<<<<

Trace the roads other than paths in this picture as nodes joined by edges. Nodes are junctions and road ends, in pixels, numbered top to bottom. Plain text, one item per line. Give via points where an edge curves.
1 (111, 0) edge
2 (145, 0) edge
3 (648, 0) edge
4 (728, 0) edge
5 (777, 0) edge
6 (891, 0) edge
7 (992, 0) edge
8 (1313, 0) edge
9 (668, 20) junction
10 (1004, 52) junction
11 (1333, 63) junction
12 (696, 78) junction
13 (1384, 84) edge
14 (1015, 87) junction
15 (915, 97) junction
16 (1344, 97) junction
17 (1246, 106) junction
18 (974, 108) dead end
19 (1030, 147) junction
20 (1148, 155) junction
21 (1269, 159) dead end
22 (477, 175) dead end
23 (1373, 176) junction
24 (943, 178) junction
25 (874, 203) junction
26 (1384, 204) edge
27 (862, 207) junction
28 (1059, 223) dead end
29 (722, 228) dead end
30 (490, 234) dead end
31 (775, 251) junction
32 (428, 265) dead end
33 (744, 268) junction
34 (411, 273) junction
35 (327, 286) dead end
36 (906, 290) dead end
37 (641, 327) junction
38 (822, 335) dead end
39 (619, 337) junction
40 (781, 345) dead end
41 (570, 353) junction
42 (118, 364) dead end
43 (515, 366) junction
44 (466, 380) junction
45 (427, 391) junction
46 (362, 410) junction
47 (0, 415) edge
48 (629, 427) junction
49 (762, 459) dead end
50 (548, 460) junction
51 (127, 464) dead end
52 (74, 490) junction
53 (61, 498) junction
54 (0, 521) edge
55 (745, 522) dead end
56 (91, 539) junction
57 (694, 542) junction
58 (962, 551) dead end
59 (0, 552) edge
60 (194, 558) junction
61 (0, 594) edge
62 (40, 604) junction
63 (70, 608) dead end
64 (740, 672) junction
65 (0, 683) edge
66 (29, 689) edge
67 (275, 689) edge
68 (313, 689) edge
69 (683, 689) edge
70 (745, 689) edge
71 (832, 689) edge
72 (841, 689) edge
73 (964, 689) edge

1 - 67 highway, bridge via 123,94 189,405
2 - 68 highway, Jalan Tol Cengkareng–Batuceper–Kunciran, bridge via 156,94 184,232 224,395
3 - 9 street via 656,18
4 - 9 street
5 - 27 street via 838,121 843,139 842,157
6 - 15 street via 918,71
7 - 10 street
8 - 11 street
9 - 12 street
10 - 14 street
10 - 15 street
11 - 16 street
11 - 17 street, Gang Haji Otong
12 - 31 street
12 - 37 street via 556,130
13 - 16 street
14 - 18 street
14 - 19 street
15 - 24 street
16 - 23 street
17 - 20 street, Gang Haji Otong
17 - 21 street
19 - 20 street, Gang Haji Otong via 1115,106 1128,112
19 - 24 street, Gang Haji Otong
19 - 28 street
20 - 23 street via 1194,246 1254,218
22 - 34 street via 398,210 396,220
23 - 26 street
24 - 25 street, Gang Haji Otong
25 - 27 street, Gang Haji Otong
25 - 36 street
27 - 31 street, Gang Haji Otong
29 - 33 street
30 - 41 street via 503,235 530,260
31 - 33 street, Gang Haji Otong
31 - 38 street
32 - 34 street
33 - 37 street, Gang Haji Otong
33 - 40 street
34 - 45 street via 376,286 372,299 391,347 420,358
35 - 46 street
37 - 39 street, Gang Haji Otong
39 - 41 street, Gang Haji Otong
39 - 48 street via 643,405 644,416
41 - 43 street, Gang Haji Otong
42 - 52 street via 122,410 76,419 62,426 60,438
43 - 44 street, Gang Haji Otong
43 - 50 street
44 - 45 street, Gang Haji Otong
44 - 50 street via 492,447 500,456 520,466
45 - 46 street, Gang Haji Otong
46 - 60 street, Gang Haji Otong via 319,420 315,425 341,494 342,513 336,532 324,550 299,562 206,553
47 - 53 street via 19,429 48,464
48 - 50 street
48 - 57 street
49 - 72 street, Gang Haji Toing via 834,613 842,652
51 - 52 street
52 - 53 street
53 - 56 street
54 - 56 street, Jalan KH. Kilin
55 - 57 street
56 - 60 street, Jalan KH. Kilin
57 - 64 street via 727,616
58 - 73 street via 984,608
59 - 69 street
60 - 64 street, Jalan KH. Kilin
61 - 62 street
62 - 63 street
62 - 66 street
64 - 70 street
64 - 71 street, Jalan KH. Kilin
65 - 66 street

>>>>

* [Exercise aim]
Would you please write out the entries again exactly?

* [Answer to the problem]
Trace the roads other than paths in this picture as nodes joined by edges. Nodes are junctions and road ends, in pixels, numbered top to bottom. Plain text, one item per line. Give via points where an edge curves.
1 (111, 0) edge
2 (145, 0) edge
3 (648, 0) edge
4 (728, 0) edge
5 (777, 0) edge
6 (891, 0) edge
7 (992, 0) edge
8 (1313, 0) edge
9 (668, 20) junction
10 (1004, 52) junction
11 (1333, 63) junction
12 (696, 78) junction
13 (1384, 84) edge
14 (1015, 87) junction
15 (915, 97) junction
16 (1344, 97) junction
17 (1246, 106) junction
18 (974, 108) dead end
19 (1030, 147) junction
20 (1148, 155) junction
21 (1269, 159) dead end
22 (477, 175) dead end
23 (1373, 176) junction
24 (943, 178) junction
25 (874, 203) junction
26 (1384, 204) edge
27 (862, 207) junction
28 (1059, 223) dead end
29 (722, 228) dead end
30 (490, 234) dead end
31 (775, 251) junction
32 (428, 265) dead end
33 (744, 268) junction
34 (411, 273) junction
35 (327, 286) dead end
36 (906, 290) dead end
37 (641, 327) junction
38 (822, 335) dead end
39 (619, 337) junction
40 (781, 345) dead end
41 (570, 353) junction
42 (118, 364) dead end
43 (515, 366) junction
44 (466, 380) junction
45 (427, 391) junction
46 (362, 410) junction
47 (0, 415) edge
48 (629, 427) junction
49 (762, 459) dead end
50 (548, 460) junction
51 (127, 464) dead end
52 (74, 490) junction
53 (61, 498) junction
54 (0, 521) edge
55 (745, 522) dead end
56 (91, 539) junction
57 (694, 542) junction
58 (962, 551) dead end
59 (0, 552) edge
60 (194, 558) junction
61 (0, 594) edge
62 (40, 604) junction
63 (70, 608) dead end
64 (740, 672) junction
65 (0, 683) edge
66 (29, 689) edge
67 (275, 689) edge
68 (313, 689) edge
69 (683, 689) edge
70 (745, 689) edge
71 (832, 689) edge
72 (841, 689) edge
73 (964, 689) edge

1 - 67 highway, bridge via 123,94 189,405
2 - 68 highway, Jalan Tol Cengkareng–Batuceper–Kunciran, bridge via 156,94 184,232 224,395
3 - 9 street via 656,18
4 - 9 street
5 - 27 street via 838,121 843,139 842,157
6 - 15 street via 918,71
7 - 10 street
8 - 11 street
9 - 12 street
10 - 14 street
10 - 15 street
11 - 16 street
11 - 17 street, Gang Haji Otong
12 - 31 street
12 - 37 street via 556,130
13 - 16 street
14 - 18 street
14 - 19 street
15 - 24 street
16 - 23 street
17 - 20 street, Gang Haji Otong
17 - 21 street
19 - 20 street, Gang Haji Otong via 1115,106 1128,112
19 - 24 street, Gang Haji Otong
19 - 28 street
20 - 23 street via 1194,246 1254,218
22 - 34 street via 398,210 396,220
23 - 26 street
24 - 25 street, Gang Haji Otong
25 - 27 street, Gang Haji Otong
25 - 36 street
27 - 31 street, Gang Haji Otong
29 - 33 street
30 - 41 street via 503,235 530,260
31 - 33 street, Gang Haji Otong
31 - 38 street
32 - 34 street
33 - 37 street, Gang Haji Otong
33 - 40 street
34 - 45 street via 376,286 372,299 391,347 420,358
35 - 46 street
37 - 39 street, Gang Haji Otong
39 - 41 street, Gang Haji Otong
39 - 48 street via 643,405 644,416
41 - 43 street, Gang Haji Otong
42 - 52 street via 122,410 76,419 62,426 60,438
43 - 44 street, Gang Haji Otong
43 - 50 street
44 - 45 street, Gang Haji Otong
44 - 50 street via 492,447 500,456 520,466
45 - 46 street, Gang Haji Otong
46 - 60 street, Gang Haji Otong via 319,420 315,425 341,494 342,513 336,532 324,550 299,562 206,553
47 - 53 street via 19,429 48,464
48 - 50 street
48 - 57 street
49 - 72 street, Gang Haji Toing via 834,613 842,652
51 - 52 street
52 - 53 street
53 - 56 street
54 - 56 street, Jalan KH. Kilin
55 - 57 street
56 - 60 street, Jalan KH. Kilin
57 - 64 street via 727,616
58 - 73 street via 984,608
59 - 69 street
60 - 64 street, Jalan KH. Kilin
61 - 62 street
62 - 63 street
62 - 66 street
64 - 70 street
64 - 71 street, Jalan KH. Kilin
65 - 66 street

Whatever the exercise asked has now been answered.